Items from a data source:
# # # # # # #
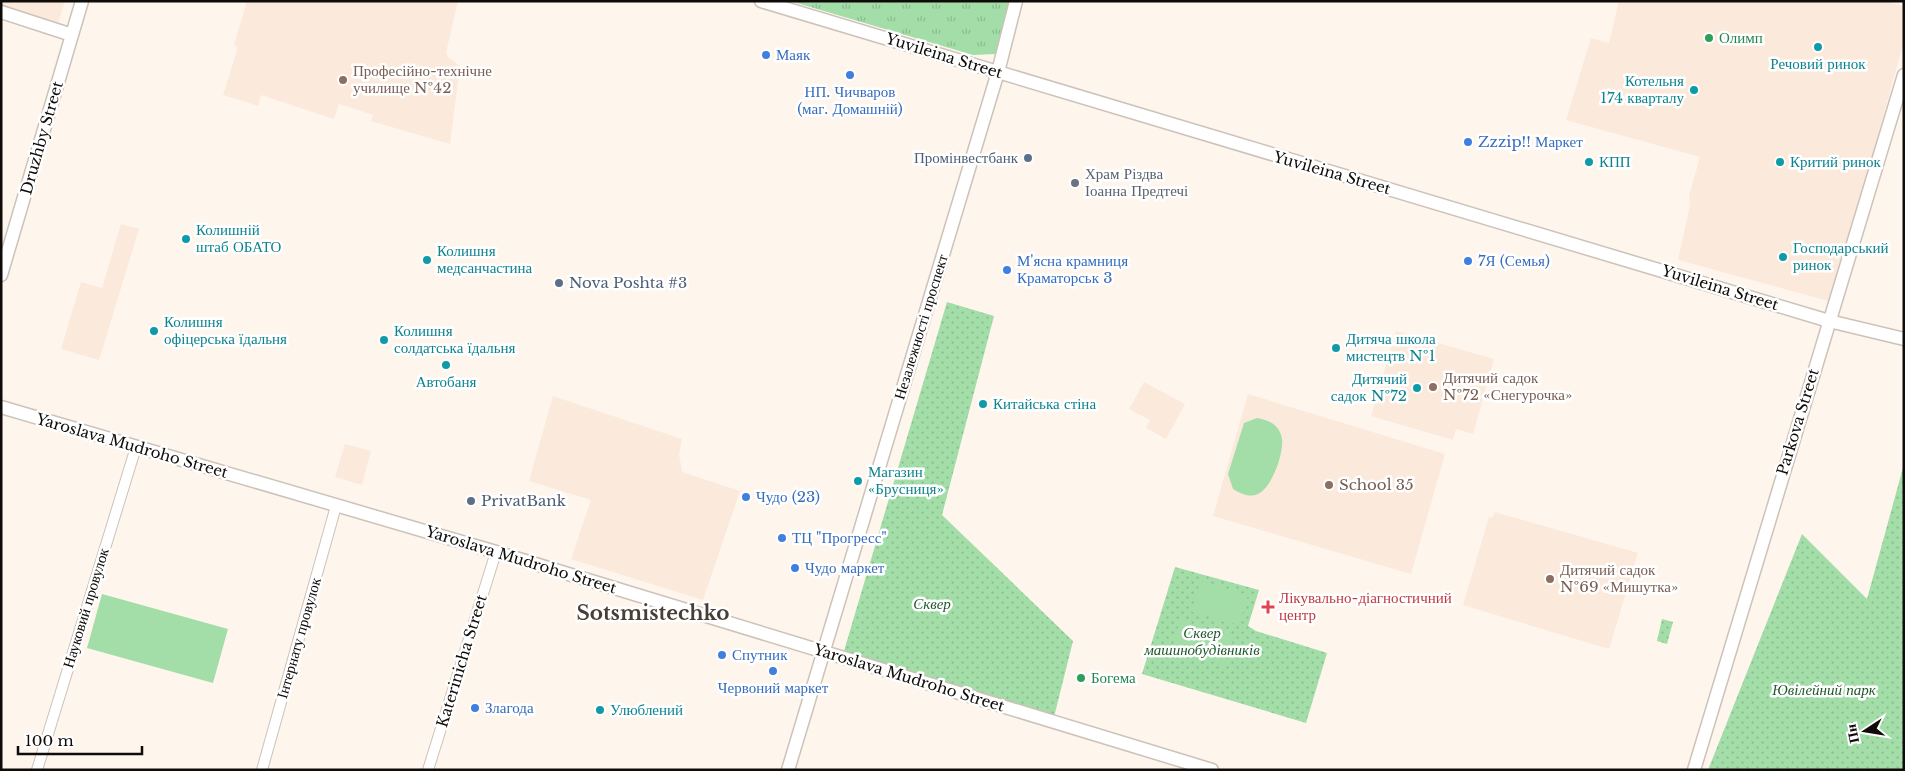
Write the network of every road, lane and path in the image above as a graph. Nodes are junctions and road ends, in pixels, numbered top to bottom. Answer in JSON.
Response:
{"nodes":[{"id":1,"x":82,"y":1,"type":"edge"},
{"id":2,"x":761,"y":1,"type":"edge"},
{"id":3,"x":1016,"y":1,"type":"edge"},
{"id":4,"x":1,"y":12,"type":"edge"},
{"id":5,"x":72,"y":35,"type":"junction"},
{"id":6,"x":998,"y":72,"type":"junction"},
{"id":7,"x":1904,"y":74,"type":"edge"},
{"id":8,"x":1,"y":275,"type":"edge"},
{"id":9,"x":1829,"y":321,"type":"junction"},
{"id":10,"x":1904,"y":339,"type":"edge"},
{"id":11,"x":1,"y":407,"type":"edge"},
{"id":12,"x":136,"y":447,"type":"junction"},
{"id":13,"x":336,"y":506,"type":"junction"},
{"id":14,"x":496,"y":552,"type":"junction"},
{"id":15,"x":824,"y":652,"type":"junction"},
{"id":16,"x":37,"y":770,"type":"edge"},
{"id":17,"x":262,"y":770,"type":"edge"},
{"id":18,"x":428,"y":770,"type":"edge"},
{"id":19,"x":788,"y":770,"type":"edge"},
{"id":20,"x":1212,"y":770,"type":"edge"},
{"id":21,"x":1694,"y":770,"type":"edge"}],
"edges":[{"from":1,"to":5,"type":"street","name":"Druzhby Street"},
{"from":2,"to":6,"type":"street","name":"Yuvileina Street"},
{"from":3,"to":6,"type":"street","name":"Незалежності проспект"},
{"from":4,"to":5,"type":"street"},
{"from":5,"to":8,"type":"street","name":"Druzhby Street"},
{"from":6,"to":9,"type":"street","name":"Yuvileina Street"},
{"from":6,"to":15,"type":"street","name":"Незалежності проспект"},
{"from":7,"to":9,"type":"street","name":"Parkova Street"},
{"from":9,"to":10,"type":"street","name":"Yuvileina Street"},
{"from":9,"to":21,"type":"street","name":"Parkova Street"},
{"from":11,"to":12,"type":"street","name":"Yaroslava Mudroho Street"},
{"from":12,"to":13,"type":"street","name":"Yaroslava Mudroho Street"},
{"from":12,"to":16,"type":"street","name":"Науковий провулок"},
{"from":13,"to":14,"type":"street","name":"Yaroslava Mudroho Street"},
{"from":13,"to":17,"type":"street","name":"Інтернату провулок"},
{"from":14,"to":15,"type":"street","name":"Yaroslava Mudroho Street"},
{"from":14,"to":18,"type":"street","name":"Katerinicha Street"},
{"from":15,"to":19,"type":"street","name":"Незалежності проспект"},
{"from":15,"to":20,"type":"street","name":"Yaroslava Mudroho Street"}]}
# # # # # # #
What is being asked: Identify the lines of the entries containing the string "Yuvileina". Copy each such line.

Answer space:
{"from":2,"to":6,"type":"street","name":"Yuvileina Street"},
{"from":6,"to":9,"type":"street","name":"Yuvileina Street"},
{"from":9,"to":10,"type":"street","name":"Yuvileina Street"},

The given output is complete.